■ WHAT YOU SHOULD DO ■
Whenever a line contains the string "buttons", copy it out of the entries.

■ RECORDS FOR PROCESSING ■
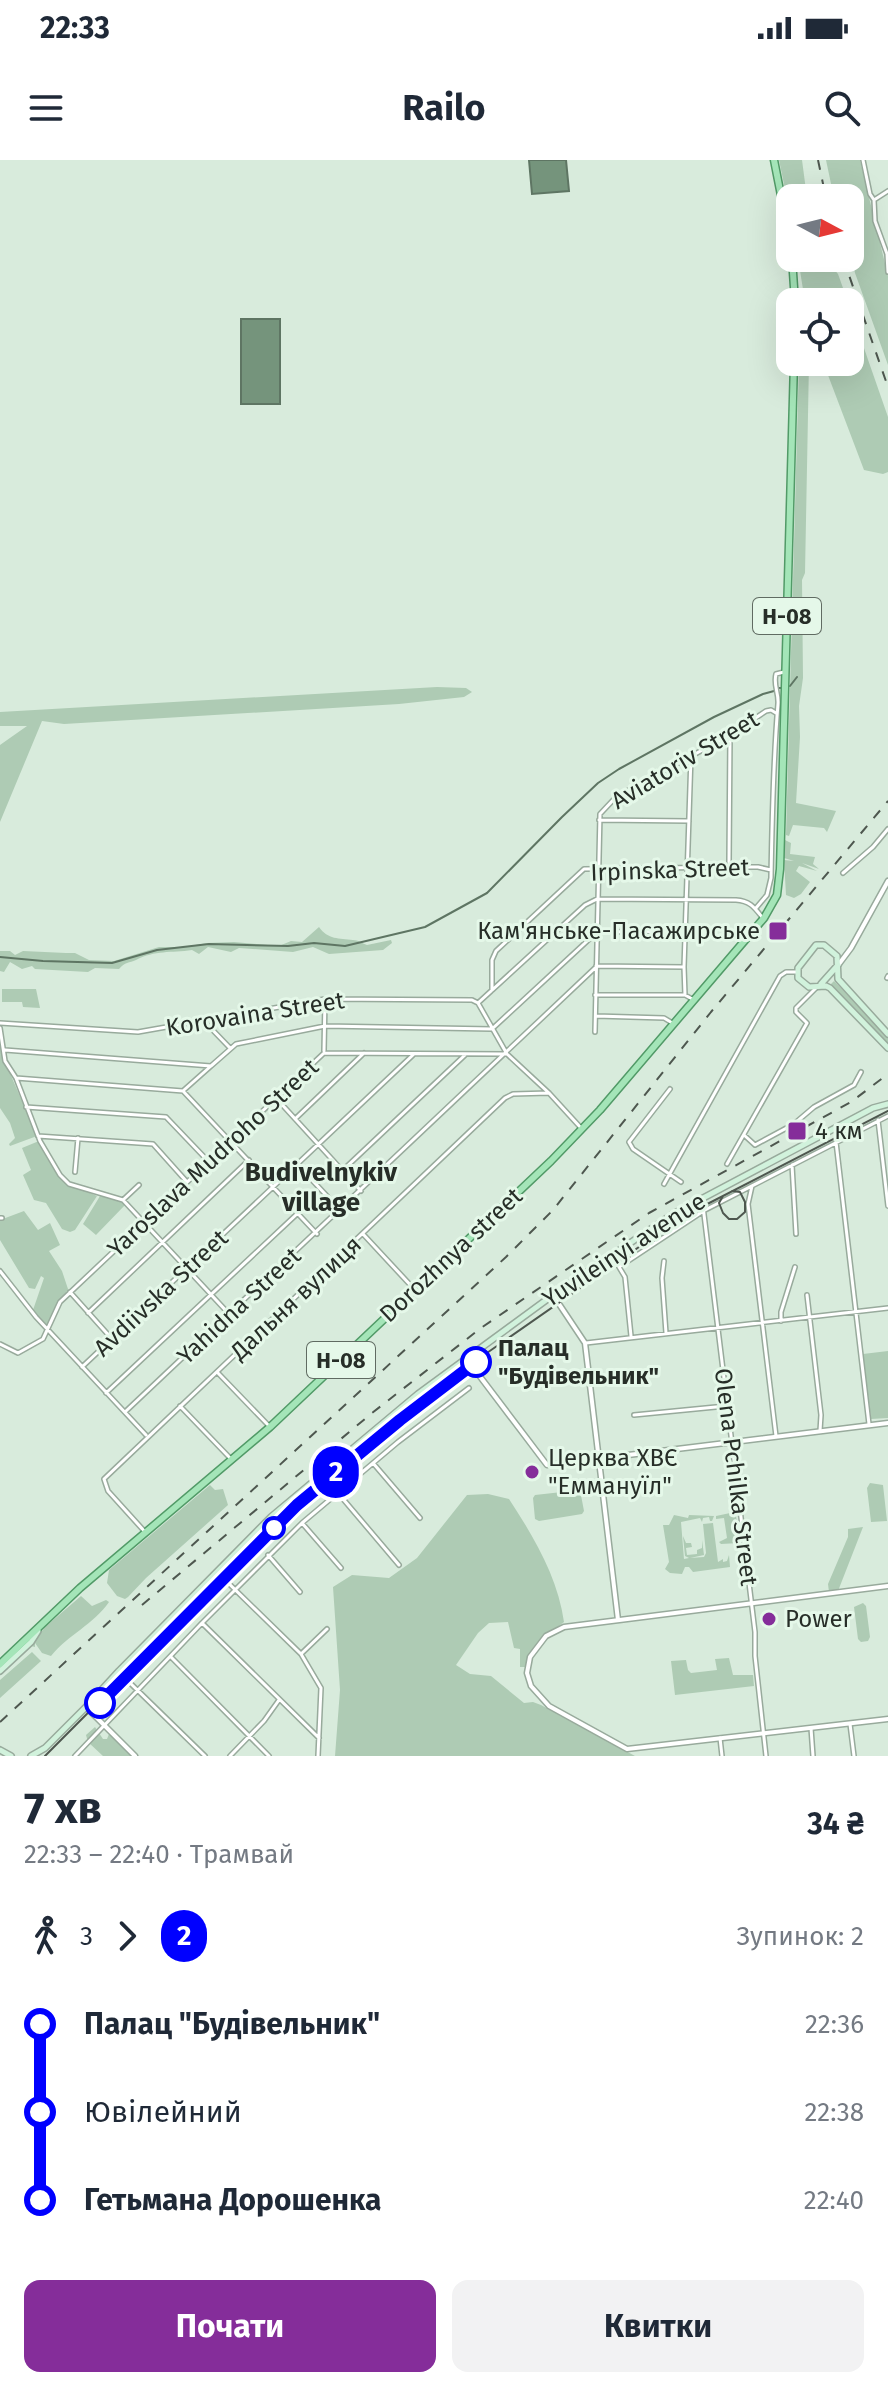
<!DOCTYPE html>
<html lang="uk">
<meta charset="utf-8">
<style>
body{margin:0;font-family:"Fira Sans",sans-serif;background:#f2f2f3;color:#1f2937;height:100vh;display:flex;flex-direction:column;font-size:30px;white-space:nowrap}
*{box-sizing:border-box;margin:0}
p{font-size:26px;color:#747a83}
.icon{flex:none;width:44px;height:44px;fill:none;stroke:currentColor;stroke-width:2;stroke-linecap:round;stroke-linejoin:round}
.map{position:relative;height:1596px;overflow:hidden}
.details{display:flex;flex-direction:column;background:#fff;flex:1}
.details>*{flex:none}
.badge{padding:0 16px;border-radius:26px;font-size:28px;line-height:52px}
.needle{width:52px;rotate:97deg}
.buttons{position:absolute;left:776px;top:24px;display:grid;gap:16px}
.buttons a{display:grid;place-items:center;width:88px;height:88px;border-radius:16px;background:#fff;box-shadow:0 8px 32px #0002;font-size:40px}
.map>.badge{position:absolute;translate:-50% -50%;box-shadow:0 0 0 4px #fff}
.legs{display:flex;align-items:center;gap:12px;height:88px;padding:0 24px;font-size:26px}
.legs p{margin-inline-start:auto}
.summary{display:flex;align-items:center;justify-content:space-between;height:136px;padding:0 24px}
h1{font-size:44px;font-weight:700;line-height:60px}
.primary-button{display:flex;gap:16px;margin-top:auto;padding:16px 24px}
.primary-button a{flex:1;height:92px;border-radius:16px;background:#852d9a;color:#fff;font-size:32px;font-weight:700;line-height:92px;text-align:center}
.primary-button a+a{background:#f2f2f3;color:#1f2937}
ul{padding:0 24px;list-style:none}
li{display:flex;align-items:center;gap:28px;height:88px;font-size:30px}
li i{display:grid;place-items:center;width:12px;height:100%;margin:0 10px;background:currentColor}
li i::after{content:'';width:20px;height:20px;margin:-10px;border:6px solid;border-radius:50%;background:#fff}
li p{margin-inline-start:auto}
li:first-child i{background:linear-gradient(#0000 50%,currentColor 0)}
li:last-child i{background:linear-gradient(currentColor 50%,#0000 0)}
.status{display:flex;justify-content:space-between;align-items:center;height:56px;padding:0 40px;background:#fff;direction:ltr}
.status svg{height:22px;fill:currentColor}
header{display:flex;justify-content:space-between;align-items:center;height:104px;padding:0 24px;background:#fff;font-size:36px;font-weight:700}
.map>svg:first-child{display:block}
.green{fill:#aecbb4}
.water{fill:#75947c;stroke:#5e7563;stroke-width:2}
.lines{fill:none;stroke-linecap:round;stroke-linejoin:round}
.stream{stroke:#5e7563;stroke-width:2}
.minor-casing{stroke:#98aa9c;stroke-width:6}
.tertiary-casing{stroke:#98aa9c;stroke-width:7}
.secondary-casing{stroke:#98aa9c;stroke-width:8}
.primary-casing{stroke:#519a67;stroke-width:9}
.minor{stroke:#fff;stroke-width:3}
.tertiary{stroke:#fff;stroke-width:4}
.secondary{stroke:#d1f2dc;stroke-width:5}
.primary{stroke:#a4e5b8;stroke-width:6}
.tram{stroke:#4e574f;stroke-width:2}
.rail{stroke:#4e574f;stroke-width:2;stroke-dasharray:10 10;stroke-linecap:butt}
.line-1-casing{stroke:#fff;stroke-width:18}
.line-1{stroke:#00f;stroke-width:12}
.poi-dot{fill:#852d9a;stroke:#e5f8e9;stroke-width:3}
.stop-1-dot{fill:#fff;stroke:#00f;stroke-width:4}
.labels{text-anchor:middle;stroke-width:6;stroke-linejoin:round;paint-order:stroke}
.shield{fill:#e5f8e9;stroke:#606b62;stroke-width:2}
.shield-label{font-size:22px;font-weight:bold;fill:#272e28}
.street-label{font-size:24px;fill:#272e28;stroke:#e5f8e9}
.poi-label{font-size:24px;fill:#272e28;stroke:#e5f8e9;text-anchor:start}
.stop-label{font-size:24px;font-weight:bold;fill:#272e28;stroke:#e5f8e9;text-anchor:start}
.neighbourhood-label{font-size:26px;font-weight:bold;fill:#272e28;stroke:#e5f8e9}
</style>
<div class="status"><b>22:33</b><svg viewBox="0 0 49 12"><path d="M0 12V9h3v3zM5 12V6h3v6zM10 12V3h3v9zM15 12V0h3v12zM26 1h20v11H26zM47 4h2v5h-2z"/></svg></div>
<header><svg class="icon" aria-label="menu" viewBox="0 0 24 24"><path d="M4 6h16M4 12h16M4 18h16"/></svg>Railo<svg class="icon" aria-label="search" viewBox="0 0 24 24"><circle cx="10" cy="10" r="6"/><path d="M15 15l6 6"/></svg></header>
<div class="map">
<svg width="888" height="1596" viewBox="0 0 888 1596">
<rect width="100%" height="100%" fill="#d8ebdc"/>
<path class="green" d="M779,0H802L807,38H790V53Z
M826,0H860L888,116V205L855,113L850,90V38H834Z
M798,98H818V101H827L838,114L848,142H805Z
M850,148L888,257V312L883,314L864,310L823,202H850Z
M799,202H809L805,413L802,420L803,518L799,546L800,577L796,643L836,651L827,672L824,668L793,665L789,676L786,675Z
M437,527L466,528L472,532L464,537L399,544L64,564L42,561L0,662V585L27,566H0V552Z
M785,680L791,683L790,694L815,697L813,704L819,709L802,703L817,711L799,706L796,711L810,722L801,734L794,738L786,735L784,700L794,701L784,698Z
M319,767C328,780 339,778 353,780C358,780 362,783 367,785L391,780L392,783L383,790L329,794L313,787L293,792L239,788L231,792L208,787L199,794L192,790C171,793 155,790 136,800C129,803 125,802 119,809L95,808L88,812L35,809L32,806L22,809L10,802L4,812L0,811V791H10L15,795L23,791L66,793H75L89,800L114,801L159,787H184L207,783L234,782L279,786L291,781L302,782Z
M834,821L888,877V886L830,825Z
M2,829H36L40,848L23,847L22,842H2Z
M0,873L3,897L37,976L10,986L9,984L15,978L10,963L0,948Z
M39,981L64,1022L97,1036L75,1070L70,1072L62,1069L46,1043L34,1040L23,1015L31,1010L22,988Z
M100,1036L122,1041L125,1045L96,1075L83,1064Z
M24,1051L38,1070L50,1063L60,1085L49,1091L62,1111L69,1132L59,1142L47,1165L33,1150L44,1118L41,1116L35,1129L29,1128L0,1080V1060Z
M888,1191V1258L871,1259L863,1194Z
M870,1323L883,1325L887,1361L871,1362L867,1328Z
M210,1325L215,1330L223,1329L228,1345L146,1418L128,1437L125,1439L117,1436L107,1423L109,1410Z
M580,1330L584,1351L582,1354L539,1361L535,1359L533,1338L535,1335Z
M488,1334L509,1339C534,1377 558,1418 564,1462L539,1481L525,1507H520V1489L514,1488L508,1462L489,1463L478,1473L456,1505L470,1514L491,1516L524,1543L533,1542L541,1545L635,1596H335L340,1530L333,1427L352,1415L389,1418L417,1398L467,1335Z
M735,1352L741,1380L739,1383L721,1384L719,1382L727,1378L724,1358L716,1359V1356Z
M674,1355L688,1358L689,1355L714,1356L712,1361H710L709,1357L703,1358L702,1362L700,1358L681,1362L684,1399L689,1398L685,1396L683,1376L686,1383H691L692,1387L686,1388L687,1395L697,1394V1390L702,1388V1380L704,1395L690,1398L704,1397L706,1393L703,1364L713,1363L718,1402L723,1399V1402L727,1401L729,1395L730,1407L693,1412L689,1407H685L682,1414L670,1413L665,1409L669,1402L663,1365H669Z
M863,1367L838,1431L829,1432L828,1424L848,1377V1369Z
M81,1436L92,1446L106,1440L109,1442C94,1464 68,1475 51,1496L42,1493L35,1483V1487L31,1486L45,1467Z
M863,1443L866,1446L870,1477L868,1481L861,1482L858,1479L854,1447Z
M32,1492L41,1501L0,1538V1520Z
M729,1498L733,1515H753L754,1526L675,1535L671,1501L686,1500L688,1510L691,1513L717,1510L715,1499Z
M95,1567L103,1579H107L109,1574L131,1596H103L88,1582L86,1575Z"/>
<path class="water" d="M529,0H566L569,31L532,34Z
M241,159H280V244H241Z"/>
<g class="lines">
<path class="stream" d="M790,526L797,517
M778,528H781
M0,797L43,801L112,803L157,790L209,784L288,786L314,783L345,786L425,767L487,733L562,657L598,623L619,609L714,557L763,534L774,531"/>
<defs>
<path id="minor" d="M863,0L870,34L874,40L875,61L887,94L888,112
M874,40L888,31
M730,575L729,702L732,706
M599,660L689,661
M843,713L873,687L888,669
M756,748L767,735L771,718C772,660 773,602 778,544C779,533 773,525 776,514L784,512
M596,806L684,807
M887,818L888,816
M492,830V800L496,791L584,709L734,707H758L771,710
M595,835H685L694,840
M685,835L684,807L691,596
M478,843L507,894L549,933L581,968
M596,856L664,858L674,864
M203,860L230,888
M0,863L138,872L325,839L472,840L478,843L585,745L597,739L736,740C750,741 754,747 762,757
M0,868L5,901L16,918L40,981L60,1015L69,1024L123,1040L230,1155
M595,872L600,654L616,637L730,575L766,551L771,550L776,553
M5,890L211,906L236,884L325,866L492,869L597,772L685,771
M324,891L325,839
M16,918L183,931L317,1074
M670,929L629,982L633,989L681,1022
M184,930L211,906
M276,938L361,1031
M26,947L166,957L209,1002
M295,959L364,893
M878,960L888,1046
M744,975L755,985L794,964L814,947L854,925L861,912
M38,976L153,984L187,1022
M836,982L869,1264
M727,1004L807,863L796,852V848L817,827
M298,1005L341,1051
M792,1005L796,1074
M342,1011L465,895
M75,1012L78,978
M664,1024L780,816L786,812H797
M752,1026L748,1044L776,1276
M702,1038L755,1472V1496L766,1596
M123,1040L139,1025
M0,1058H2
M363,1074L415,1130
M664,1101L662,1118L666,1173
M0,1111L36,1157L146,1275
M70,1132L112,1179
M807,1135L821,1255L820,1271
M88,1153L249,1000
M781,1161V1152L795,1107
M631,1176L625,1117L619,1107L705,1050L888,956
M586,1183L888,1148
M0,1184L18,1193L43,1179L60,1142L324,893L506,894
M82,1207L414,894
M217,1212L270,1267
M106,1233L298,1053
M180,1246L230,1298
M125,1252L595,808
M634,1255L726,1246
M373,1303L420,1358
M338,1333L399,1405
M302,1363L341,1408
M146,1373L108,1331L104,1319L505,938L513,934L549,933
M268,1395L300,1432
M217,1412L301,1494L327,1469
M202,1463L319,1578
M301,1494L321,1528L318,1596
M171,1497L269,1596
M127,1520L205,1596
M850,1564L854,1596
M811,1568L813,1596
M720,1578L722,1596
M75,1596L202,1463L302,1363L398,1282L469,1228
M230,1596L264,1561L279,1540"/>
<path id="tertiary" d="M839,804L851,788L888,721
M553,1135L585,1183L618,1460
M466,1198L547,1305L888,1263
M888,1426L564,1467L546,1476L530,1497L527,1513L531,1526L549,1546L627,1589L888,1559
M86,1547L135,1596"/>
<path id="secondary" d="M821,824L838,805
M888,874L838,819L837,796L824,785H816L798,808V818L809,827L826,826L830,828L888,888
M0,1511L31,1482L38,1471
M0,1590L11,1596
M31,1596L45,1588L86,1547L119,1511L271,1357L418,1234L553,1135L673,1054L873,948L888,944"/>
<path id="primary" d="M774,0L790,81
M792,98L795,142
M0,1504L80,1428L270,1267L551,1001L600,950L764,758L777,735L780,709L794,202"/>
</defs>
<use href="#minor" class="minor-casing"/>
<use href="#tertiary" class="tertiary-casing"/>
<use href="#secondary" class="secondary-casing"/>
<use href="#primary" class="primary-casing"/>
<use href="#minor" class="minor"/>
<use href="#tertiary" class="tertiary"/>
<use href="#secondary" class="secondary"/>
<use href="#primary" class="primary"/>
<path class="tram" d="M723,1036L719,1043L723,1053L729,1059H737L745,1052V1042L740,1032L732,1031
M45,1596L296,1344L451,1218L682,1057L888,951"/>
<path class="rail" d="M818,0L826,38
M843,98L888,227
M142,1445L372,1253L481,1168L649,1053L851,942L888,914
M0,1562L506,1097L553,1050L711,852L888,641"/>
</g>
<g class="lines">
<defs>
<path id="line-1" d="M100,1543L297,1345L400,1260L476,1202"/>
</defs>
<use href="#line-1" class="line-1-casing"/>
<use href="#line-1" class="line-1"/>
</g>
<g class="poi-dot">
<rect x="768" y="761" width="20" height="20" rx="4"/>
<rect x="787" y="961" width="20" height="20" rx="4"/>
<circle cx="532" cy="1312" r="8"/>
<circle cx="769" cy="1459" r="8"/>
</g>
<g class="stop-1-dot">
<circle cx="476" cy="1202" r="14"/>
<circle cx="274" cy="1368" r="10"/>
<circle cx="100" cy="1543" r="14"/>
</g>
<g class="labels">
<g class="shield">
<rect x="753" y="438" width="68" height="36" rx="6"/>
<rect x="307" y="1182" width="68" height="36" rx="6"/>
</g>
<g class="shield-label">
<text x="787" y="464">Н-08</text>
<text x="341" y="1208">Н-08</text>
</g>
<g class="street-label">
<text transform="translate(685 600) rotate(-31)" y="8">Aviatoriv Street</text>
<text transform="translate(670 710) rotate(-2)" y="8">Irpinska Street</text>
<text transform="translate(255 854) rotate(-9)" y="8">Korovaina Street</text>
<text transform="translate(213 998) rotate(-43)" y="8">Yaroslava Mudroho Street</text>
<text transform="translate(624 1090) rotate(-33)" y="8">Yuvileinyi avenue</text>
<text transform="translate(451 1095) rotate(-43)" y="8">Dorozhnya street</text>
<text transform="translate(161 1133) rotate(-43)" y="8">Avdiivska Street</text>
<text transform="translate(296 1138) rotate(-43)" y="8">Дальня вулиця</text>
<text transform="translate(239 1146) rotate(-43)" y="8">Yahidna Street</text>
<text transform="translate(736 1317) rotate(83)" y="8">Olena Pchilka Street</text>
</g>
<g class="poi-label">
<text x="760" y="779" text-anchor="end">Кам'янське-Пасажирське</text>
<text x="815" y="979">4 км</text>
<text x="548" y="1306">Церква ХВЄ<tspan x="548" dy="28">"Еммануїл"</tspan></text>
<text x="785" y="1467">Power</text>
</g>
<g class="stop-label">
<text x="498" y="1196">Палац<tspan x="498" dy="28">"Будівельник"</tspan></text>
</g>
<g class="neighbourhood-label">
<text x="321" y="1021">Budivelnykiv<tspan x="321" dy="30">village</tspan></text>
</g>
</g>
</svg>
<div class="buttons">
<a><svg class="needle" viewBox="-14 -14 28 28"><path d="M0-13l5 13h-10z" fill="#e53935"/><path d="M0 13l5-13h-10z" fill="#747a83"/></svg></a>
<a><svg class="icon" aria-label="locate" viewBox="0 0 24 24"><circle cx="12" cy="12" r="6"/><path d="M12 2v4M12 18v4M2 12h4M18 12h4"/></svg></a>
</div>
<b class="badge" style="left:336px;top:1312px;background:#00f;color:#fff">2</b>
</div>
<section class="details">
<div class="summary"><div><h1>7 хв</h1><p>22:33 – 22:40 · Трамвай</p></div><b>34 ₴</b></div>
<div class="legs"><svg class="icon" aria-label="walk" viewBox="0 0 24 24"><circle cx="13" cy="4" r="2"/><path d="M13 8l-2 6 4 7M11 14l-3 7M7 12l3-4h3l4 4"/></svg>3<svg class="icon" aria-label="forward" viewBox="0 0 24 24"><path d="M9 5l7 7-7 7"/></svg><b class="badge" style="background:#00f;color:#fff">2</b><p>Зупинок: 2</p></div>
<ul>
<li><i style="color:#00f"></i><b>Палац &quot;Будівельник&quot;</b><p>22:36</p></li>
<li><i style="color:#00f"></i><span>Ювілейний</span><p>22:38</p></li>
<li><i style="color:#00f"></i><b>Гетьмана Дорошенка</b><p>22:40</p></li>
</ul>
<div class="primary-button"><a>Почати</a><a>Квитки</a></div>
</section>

■ ANSWER AREA ■
.buttons{position:absolute;left:776px;top:24px;display:grid;gap:16px}
.buttons a{display:grid;place-items:center;width:88px;height:88px;border-radius:16px;background:#fff;box-shadow:0 8px 32px #0002;font-size:40px}
<div class="buttons">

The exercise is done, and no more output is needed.